Data entries
════════════════
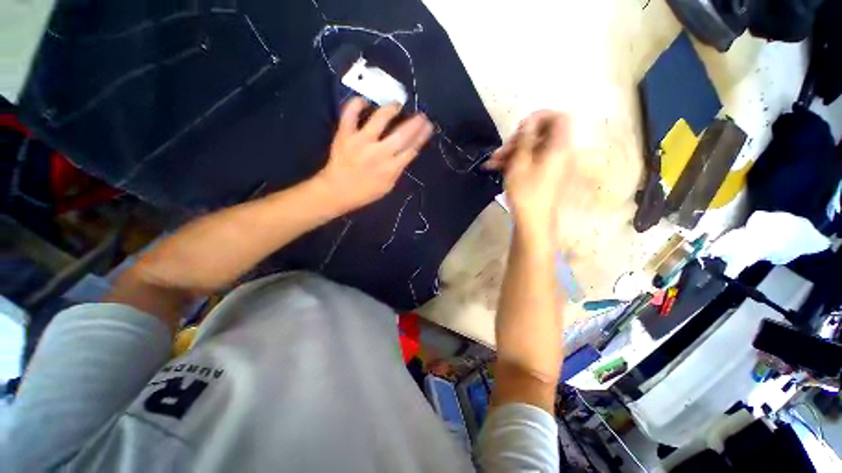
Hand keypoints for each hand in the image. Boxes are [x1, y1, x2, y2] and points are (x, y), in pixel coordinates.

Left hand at [315, 97, 432, 212]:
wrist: (337, 192)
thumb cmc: (364, 192)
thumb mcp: (387, 186)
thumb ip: (397, 170)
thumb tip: (406, 154)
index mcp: (391, 168)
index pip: (411, 149)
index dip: (421, 136)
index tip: (428, 126)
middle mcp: (379, 152)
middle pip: (402, 134)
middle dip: (414, 123)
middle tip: (421, 114)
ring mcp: (361, 141)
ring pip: (380, 119)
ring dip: (391, 109)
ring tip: (397, 105)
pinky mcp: (345, 134)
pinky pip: (350, 114)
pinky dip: (356, 104)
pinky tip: (364, 100)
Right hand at [484, 111, 579, 241]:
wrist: (532, 222)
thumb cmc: (526, 193)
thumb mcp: (520, 163)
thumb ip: (524, 139)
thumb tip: (528, 121)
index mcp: (559, 147)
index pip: (559, 118)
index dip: (539, 116)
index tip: (520, 127)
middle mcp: (558, 153)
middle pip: (541, 135)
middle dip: (518, 139)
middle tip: (501, 150)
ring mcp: (551, 166)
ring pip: (532, 149)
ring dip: (511, 152)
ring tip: (492, 162)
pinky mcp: (543, 176)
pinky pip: (531, 161)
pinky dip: (515, 162)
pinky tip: (496, 167)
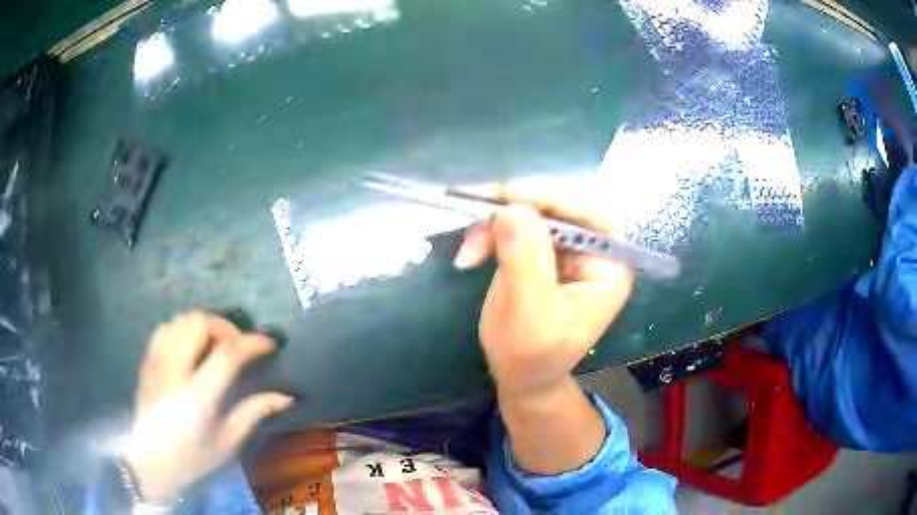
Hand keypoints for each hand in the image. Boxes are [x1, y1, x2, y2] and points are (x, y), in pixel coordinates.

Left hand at [123, 311, 293, 504]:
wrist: (148, 462)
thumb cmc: (191, 459)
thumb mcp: (227, 443)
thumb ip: (253, 413)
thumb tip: (285, 397)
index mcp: (198, 397)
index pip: (227, 354)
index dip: (251, 342)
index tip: (268, 343)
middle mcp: (174, 371)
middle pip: (199, 323)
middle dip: (225, 326)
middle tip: (237, 345)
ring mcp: (157, 362)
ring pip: (180, 320)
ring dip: (203, 326)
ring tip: (215, 346)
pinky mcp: (147, 361)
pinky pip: (165, 328)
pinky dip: (182, 329)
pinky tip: (190, 348)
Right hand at [454, 182, 633, 400]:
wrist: (520, 375)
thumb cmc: (532, 356)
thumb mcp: (530, 313)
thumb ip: (526, 261)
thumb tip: (513, 208)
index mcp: (609, 266)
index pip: (591, 216)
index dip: (553, 199)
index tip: (509, 195)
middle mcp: (592, 251)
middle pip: (558, 208)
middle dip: (515, 210)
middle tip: (477, 210)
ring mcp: (565, 250)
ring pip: (531, 213)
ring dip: (494, 224)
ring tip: (468, 250)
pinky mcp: (540, 251)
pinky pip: (514, 226)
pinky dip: (489, 233)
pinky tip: (470, 254)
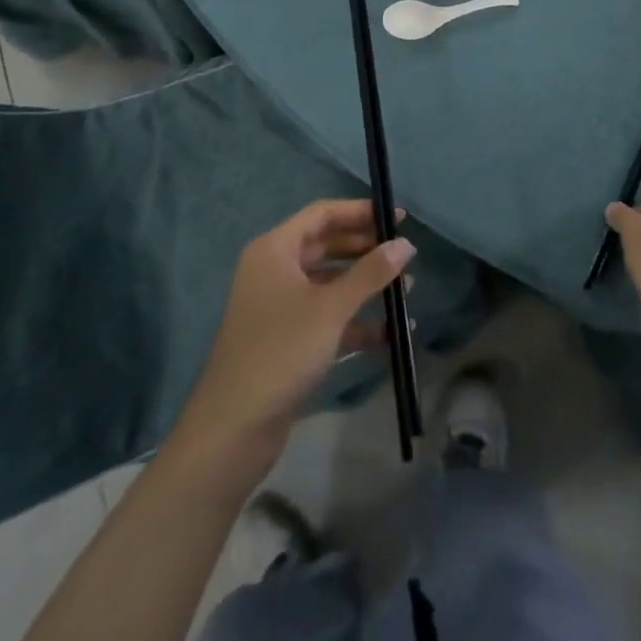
════════════════
▶ **TO DO**
An exact copy of every entry above is needed, with the pictures left out.

▶ **REPLY TO THE TASK**
Hand keypoints for each hand in the image. Boxes are [x1, y1, x2, y2] and points are (x, y), in pixel coordinates.

Left hand at [315, 97, 432, 212]:
wrist: (337, 192)
thumb cmc: (364, 192)
thumb mcp: (387, 186)
thumb ip: (397, 170)
thumb tip: (406, 154)
index mcp: (391, 168)
index pip: (411, 149)
index dip: (421, 136)
index tip: (428, 126)
middle mcp: (379, 152)
middle pip: (402, 134)
middle dip: (414, 123)
middle tip: (421, 114)
ring mcp: (361, 141)
ring pip: (380, 119)
ring dip: (391, 109)
ring tip: (397, 105)
pinky mcp: (345, 134)
pinky pip: (350, 114)
pinky dip: (356, 104)
pinky tip: (364, 100)
Right hand at [484, 111, 579, 241]:
wrist: (532, 222)
thumb cmc: (526, 193)
thumb mcp: (520, 163)
thumb ip: (524, 139)
thumb tip: (528, 121)
index mcp: (559, 147)
index pip: (559, 118)
index dip: (539, 116)
index tip: (520, 127)
middle mcp: (558, 153)
middle pip: (541, 135)
middle dip: (518, 139)
middle tip: (501, 150)
ring mcp: (551, 166)
ring pip: (532, 149)
ring dip: (511, 152)
ring tip: (492, 162)
pinky mcp: (543, 176)
pinky pip: (531, 161)
pinky dip: (515, 162)
pinky tip: (496, 167)
Hand keypoints for each hand in the image. Boxes are [x1, y1, x2, y2] and points are (x, y), in pixel coordinates.

Left hand at [123, 311, 293, 504]:
wrist: (148, 462)
thumb cmc: (191, 459)
thumb mcp: (227, 443)
thumb ip: (253, 413)
thumb tip: (285, 397)
index mcp: (198, 397)
index pip: (227, 354)
index dip: (251, 342)
index tip: (268, 343)
middle mcp: (174, 371)
middle pip: (199, 323)
middle dip: (225, 326)
middle tip: (237, 345)
ring mcp: (157, 362)
ring pip: (180, 320)
ring dip: (203, 326)
ring tip: (215, 346)
pinky mcp: (147, 361)
pinky pip: (165, 328)
pinky dip: (182, 329)
pinky tip: (190, 348)
Right hand at [454, 182, 633, 400]:
wrist: (520, 375)
thumb cmc: (532, 356)
thumb mcp: (530, 313)
thumb ip: (526, 261)
thumb tip: (513, 208)
index mcp: (609, 266)
index pip: (591, 216)
index dip: (553, 199)
index tip: (509, 195)
middle mcp: (592, 251)
middle pip: (558, 208)
middle dip: (515, 210)
middle tip: (477, 210)
ring mcp: (565, 250)
ring pip: (531, 213)
ring dip: (494, 224)
ring tip: (468, 250)
pinky mcp: (540, 251)
pinky pip: (514, 226)
pinky dip: (489, 233)
pinky tip: (470, 254)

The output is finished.